Updated - March 12, 2018 at 04:52 PM.

Intense competition has pulled down yields on these loans

lucadp/shutterstock.com

Crisil Ratings on Thursday cautioned that delinquencies in the loan against property (LAP) market are set to rise 70 basis points to 3.3 per cent this fiscal. This is in view of the underlying risks stemming from moderating growth, intensifying competition and falling yields coming to the fore.

While it had flagged these risks in November 2016, the credit rating agency said the rise in delinquencies (measured by 90 days’ past due) has been sharper and sooner than expected, affecting non-banks (including non-banking finance companies, or NBFCs, and housing finance companies, or HFCs).

Crisil said the LAP segment has been growing at break-neck speed, with assets under management (AUM) rising 17 per cent to ₹1.7 lakh crore in fiscal 2017 from ₹1.5 lakh crore in 2016, which, in turn, was a 29 per cent growth over 2015.

The agency observed that banks then joined the fray because of continuing sluggish demand for corporate credit. But this rising trend in AUM is set to reverse with risks manifesting and delinquencies rising.

Crisil foresees a 200-400 bps decline in AUM growth to 13-15 per cent by fiscal 2020, as competition from banks intensifies and ticket sizes of loans shrink. One basis point equals one-hundredth of a percentage point.

And intensifying competition has meant ‘seasoning’ of LAP loans — which is important to asset quality — has been low, with aggressive intermediaries spurring balance transfers in approximately seven out of 10 loans.

While the typical contracted tenure of an LAP product is 7-10 years, most customers have been shifting out in 36-42 months.

To get a handle on asset quality when adjusting for rapid growth and low seasoning, Crisil considers delinquencies on a two-year lagged basis. By this yardstick, delinquencies are expected to rise even more, to 4.5 per cent this fiscal, or 370 bps higher than what’s expected in home loans.

“Interestingly, the rise in delinquencies last fiscal was not uniform. While large HFCs and a few NBFCs with robust diligence ecosystems managed their portfolios well, some others have reported over 100 bps increase.

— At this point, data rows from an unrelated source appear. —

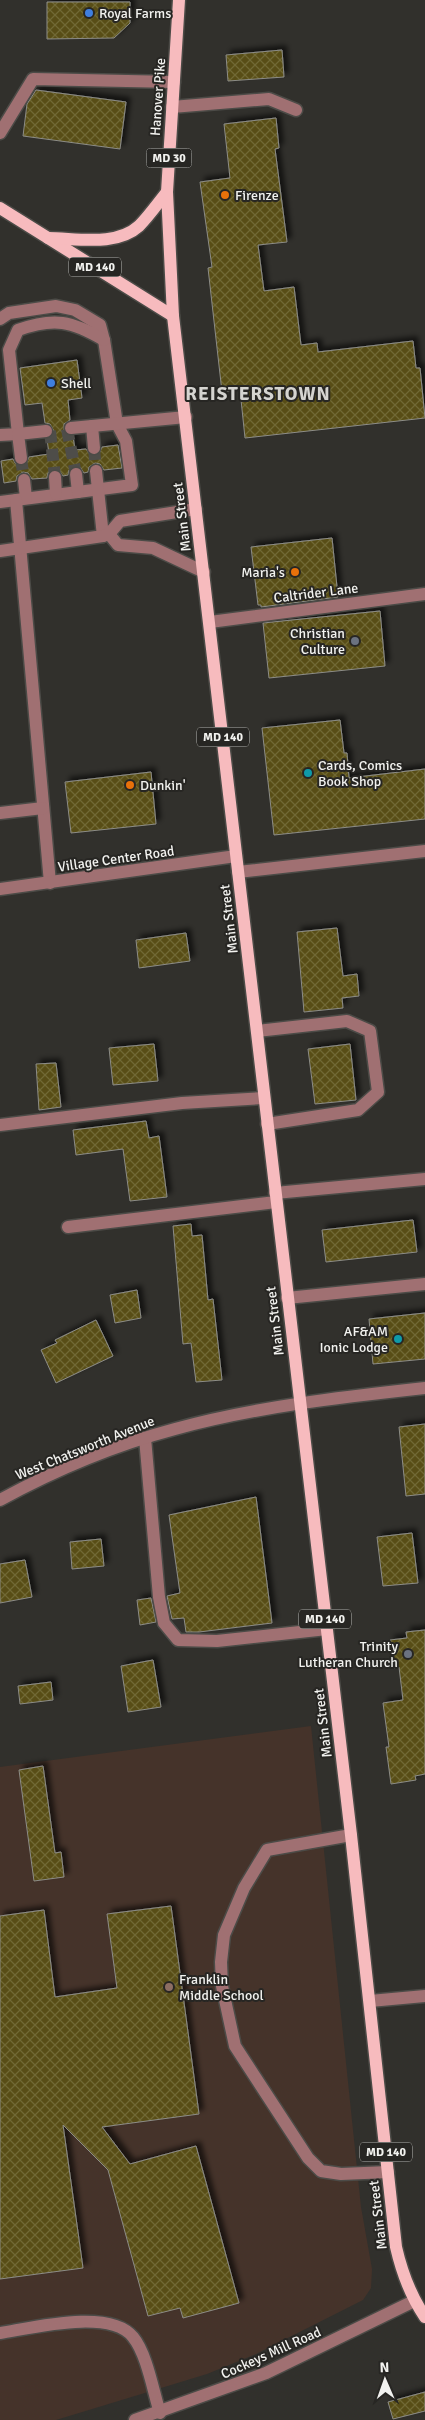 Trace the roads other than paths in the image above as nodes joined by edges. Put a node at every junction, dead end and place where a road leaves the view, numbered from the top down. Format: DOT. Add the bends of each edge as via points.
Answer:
graph roads {
  1 [pos="179,0"];
  2 [pos="174,82"];
  3 [pos="172,107"];
  4 [pos="296,110"];
  5 [pos="0,133"];
  6 [pos="166,192"];
  7 [pos="0,208"];
  8 [pos="47,238"];
  9 [pos="3,315"];
  10 [pos="173,316"];
  11 [pos="104,340"];
  12 [pos="186,417"];
  13 [pos="117,424"];
  14 [pos="92,426"];
  15 [pos="72,428"];
  16 [pos="46,431"];
  17 [pos="18,434"];
  18 [pos="0,435"];
  19 [pos="94,448"];
  20 [pos="21,458"];
  21 [pos="96,471"];
  22 [pos="76,474"];
  23 [pos="55,477"];
  24 [pos="24,480"];
  25 [pos="98,489"];
  26 [pos="78,492"];
  27 [pos="56,494"];
  28 [pos="21,499"];
  29 [pos="0,502"];
  30 [pos="196,509"];
  31 [pos="106,535"];
  32 [pos="19,549"];
  33 [pos="0,552"];
  34 [pos="204,572"];
  35 [pos="425,594"];
  36 [pos="210,622"];
  37 [pos="43,808"];
  38 [pos="0,813"];
  39 [pos="425,851"];
  40 [pos="236,856"];
  41 [pos="238,872"];
  42 [pos="50,884"];
  43 [pos="0,889"];
  44 [pos="257,1031"];
  45 [pos="264,1098"];
  46 [pos="267,1124"];
  47 [pos="0,1125"];
  48 [pos="425,1179"];
  49 [pos="276,1197"];
  50 [pos="68,1227"];
  51 [pos="425,1284"];
  52 [pos="287,1298"];
  53 [pos="425,1388"];
  54 [pos="299,1404"];
  55 [pos="145,1438"];
  56 [pos="0,1500"];
  57 [pos="326,1629"];
  58 [pos="351,1835"];
  59 [pos="425,1996"];
  60 [pos="370,2001"];
  61 [pos="388,2172"];
  62 [pos="414,2300"];
  63 [pos="425,2317"];
  64 [pos="0,2333"];
  65 [pos="160,2413"];
  66 [pos="135,2420"];
  1 -- 2 [label="main road, Hanover Pike / MD 30"];
  2 -- 3 [label="main road, Hanover Pike / MD 30"];
  2 -- 5 [label="street" via="33,79"];
  3 -- 4 [label="street" via="269,99"];
  3 -- 6 [label="main road, Hanover Pike / MD 30"];
  6 -- 8 [label="main road" via="140,225 118,237"];
  6 -- 10 [label="main road, Hanover Pike / MD 30"];
  7 -- 8 [label="main road, MD 140"];
  8 -- 10 [label="main road, MD 140"];
  9 -- 11 [label="street" via="56,306 75,310 100,325"];
  10 -- 12 [label="main road, Main Street / MD 140"];
  11 -- 13 [label="street"];
  11 -- 17 [label="street" via="68,322 39,322 18,330 9,350"];
  12 -- 13 [label="street"];
  12 -- 30 [label="main road, Main Street / MD 140"];
  13 -- 14 [label="street"];
  13 -- 25 [label="street" via="126,441 132,485"];
  14 -- 15 [label="street"];
  14 -- 19 [label="street"];
  16 -- 17 [label="street"];
  17 -- 18 [label="street"];
  17 -- 20 [label="street"];
  21 -- 25 [label="street"];
  22 -- 26 [label="street"];
  23 -- 27 [label="street"];
  24 -- 28 [label="street"];
  25 -- 26 [label="street"];
  25 -- 31 [label="street"];
  26 -- 27 [label="street"];
  27 -- 28 [label="street"];
  28 -- 29 [label="street"];
  28 -- 32 [label="street"];
  30 -- 31 [label="street" via="120,521"];
  30 -- 34 [label="main road, Main Street / MD 140"];
  31 -- 32 [label="street"];
  31 -- 34 [label="street" via="118,545 153,548"];
  32 -- 33 [label="street"];
  32 -- 37 [label="street"];
  34 -- 36 [label="main road, Main Street / MD 140"];
  35 -- 36 [label="street, Caltrider Lane"];
  36 -- 40 [label="main road, Main Street / MD 140"];
  37 -- 38 [label="street"];
  37 -- 42 [label="street"];
  39 -- 41 [label="street"];
  40 -- 41 [label="main road, Main Street / MD 140"];
  40 -- 42 [label="street, Village Center Road"];
  41 -- 44 [label="main road, Main Street / MD 140"];
  42 -- 43 [label="street, Village Center Road"];
  44 -- 45 [label="main road, Main Street / MD 140"];
  44 -- 46 [label="street" via="347,1021 370,1031 378,1092 358,1110"];
  45 -- 46 [label="main road, Main Street / MD 140"];
  45 -- 47 [label="street"];
  46 -- 49 [label="main road, Main Street / MD 140"];
  48 -- 49 [label="street"];
  49 -- 50 [label="street"];
  49 -- 52 [label="main road, Main Street / MD 140"];
  51 -- 52 [label="street"];
  52 -- 54 [label="main road, Main Street / MD 140"];
  53 -- 54 [label="street, West Chatsworth Avenue"];
  54 -- 55 [label="street, West Chatsworth Avenue" via="175,1428"];
  54 -- 57 [label="main road, Main Street / MD 140"];
  55 -- 56 [label="street, West Chatsworth Avenue" via="79,1463"];
  55 -- 57 [label="street" via="159,1597 164,1623 178,1640 217,1641"];
  57 -- 58 [label="main road, Main Street / MD 140"];
  58 -- 60 [label="main road, Main Street / MD 140"];
  58 -- 61 [label="street" via="267,1850 244,1888 224,1934 220,1962 222,1986 235,2046 308,2158 321,2170 341,2174"];
  59 -- 60 [label="street"];
  60 -- 61 [label="main road, Main Street / MD 140"];
  61 -- 62 [label="main road, Main Street / MD 140" via="396,2247"];
  62 -- 63 [label="main road, Main Street / MD 140"];
  62 -- 65 [label="street, Cockeys Mill Road" via="266,2373"];
  64 -- 65 [label="street" via="85,2321 104,2322 121,2328 133,2336 142,2353"];
  65 -- 66 [label="street, Cockeys Mill Road"];
} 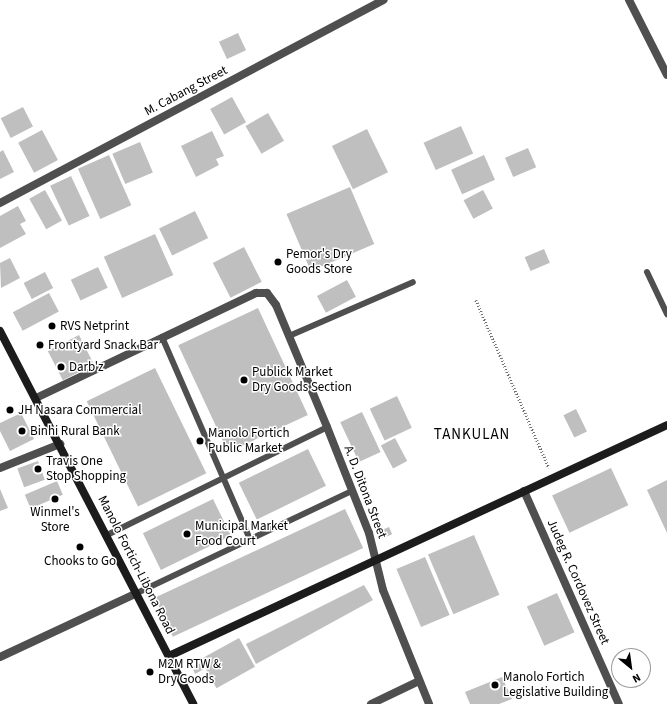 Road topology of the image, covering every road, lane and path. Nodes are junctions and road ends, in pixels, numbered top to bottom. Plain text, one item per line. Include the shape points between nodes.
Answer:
1 (384, 0) edge
2 (629, 0) edge
3 (667, 75) edge
4 (0, 202) edge
5 (647, 272) dead end
6 (413, 282) dead end
7 (476, 300) dead end
8 (667, 314) edge
9 (0, 331) edge
10 (289, 336) junction
11 (162, 337) junction
12 (36, 398) junction
13 (667, 425) edge
14 (327, 427) junction
15 (60, 444) junction
16 (0, 468) edge
17 (224, 477) junction
18 (554, 477) junction
19 (352, 491) junction
20 (524, 491) junction
21 (107, 535) junction
22 (250, 539) junction
23 (375, 559) junction
24 (136, 593) junction
25 (169, 656) junction
26 (0, 657) edge
27 (419, 681) junction
28 (192, 704) edge
29 (371, 704) edge
30 (429, 704) edge
31 (619, 704) edge

1 - 4 street, M. Cabang Street
2 - 3 street
5 - 8 lane
6 - 10 lane
7 - 18 path via 515,394
9 - 12 street, Manolo Fortich-Libona Road
10 - 11 street, A. D. Ditona Street via 276,306 267,293 256,293
10 - 14 street, A. D. Ditona Street
11 - 12 street
11 - 17 lane
12 - 15 street, Manolo Fortich-Libona Road
13 - 18 street
14 - 17 lane
14 - 19 street, A. D. Ditona Street
15 - 16 street
15 - 21 street, Manolo Fortich-Libona Road
17 - 21 lane
17 - 22 lane
18 - 20 street
19 - 22 lane
19 - 23 street, A. D. Ditona Street via 369,533
20 - 23 street
20 - 31 street, Judeg R. Cordovez Street
21 - 24 street, Manolo Fortich-Libona Road
22 - 24 lane
23 - 25 street
23 - 27 street, A. D. Ditona Street via 383,590
24 - 25 street, Manolo Fortich-Libona Road
24 - 26 street
25 - 28 street, Manolo Fortich-Libona Road
27 - 29 street
27 - 30 street, A. D. Ditona Street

“We believe systemic delinquencies will rise further as LAP portfolios season,”said Krishnan Sitaraman, Senior Director, Crisil.

According to the agency’s analysis, intense competition has also culled yields by 200 bps in the past 18 months, materially narrowing the spreads between LAP and home loan rates. But profitability is unlikely to decline much because borrowing costs have fallen, too. As a result, Crisil estimates net interest margins (NIMs) to slip 50-70 bps to 3.5-4 per cent this fiscal.